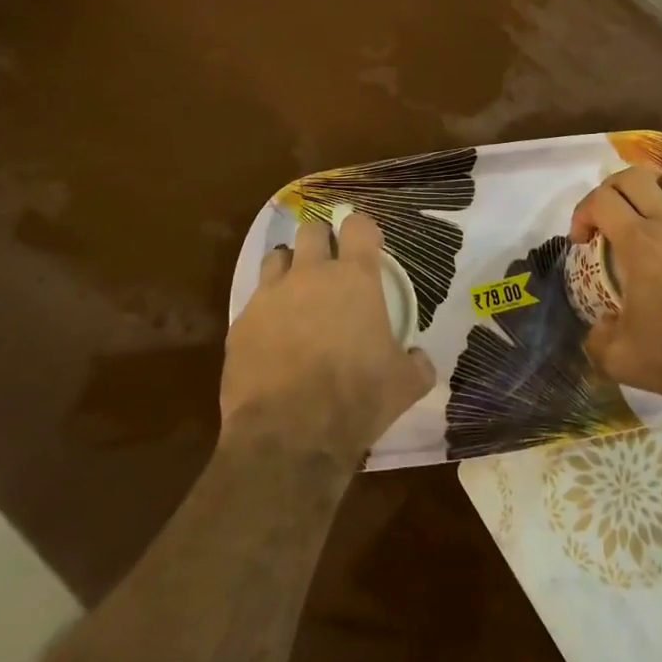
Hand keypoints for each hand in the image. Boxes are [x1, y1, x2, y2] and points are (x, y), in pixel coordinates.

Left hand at [220, 210, 435, 465]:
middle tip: (329, 265)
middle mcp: (311, 274)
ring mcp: (271, 295)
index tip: (368, 244)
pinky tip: (272, 337)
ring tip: (296, 292)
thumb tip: (419, 359)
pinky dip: (265, 311)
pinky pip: (254, 302)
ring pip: (276, 257)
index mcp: (355, 278)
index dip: (363, 230)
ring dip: (288, 267)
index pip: (358, 225)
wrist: (289, 436)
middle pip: (311, 229)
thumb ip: (416, 364)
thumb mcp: (404, 386)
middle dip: (321, 240)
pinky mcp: (241, 322)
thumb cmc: (355, 400)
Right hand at [574, 165, 661, 405]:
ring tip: (655, 211)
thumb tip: (596, 329)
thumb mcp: (625, 361)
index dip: (582, 213)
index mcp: (640, 243)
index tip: (582, 241)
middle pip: (634, 176)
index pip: (600, 200)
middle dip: (613, 190)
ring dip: (659, 186)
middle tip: (610, 217)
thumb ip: (597, 342)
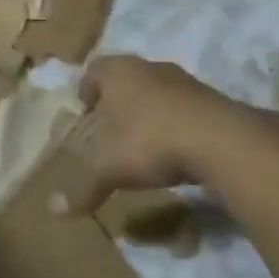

┄┄┄┄┄┄┄┄┄┄

Problem requirements
From the material above, write out exactly the lines from the line with "thumb ip: (416, 364)" through the closing line, inclusive, and no pictures.

Output for this exercise
thumb ip: (416, 364)
thumb mcp: (404, 386)
middle dip: (321, 240)
pinky mcp: (241, 322)
thumb cmc: (355, 400)
Right hand at [574, 165, 661, 405]:
ring tip: (655, 211)
thumb tip: (596, 329)
thumb mcp: (625, 361)
index dip: (582, 213)
index mcp: (640, 243)
index tip: (582, 241)
middle pip: (634, 176)
index pip: (600, 200)
middle dip: (613, 190)
ring dip: (659, 186)
middle tip: (610, 217)
thumb ip: (597, 342)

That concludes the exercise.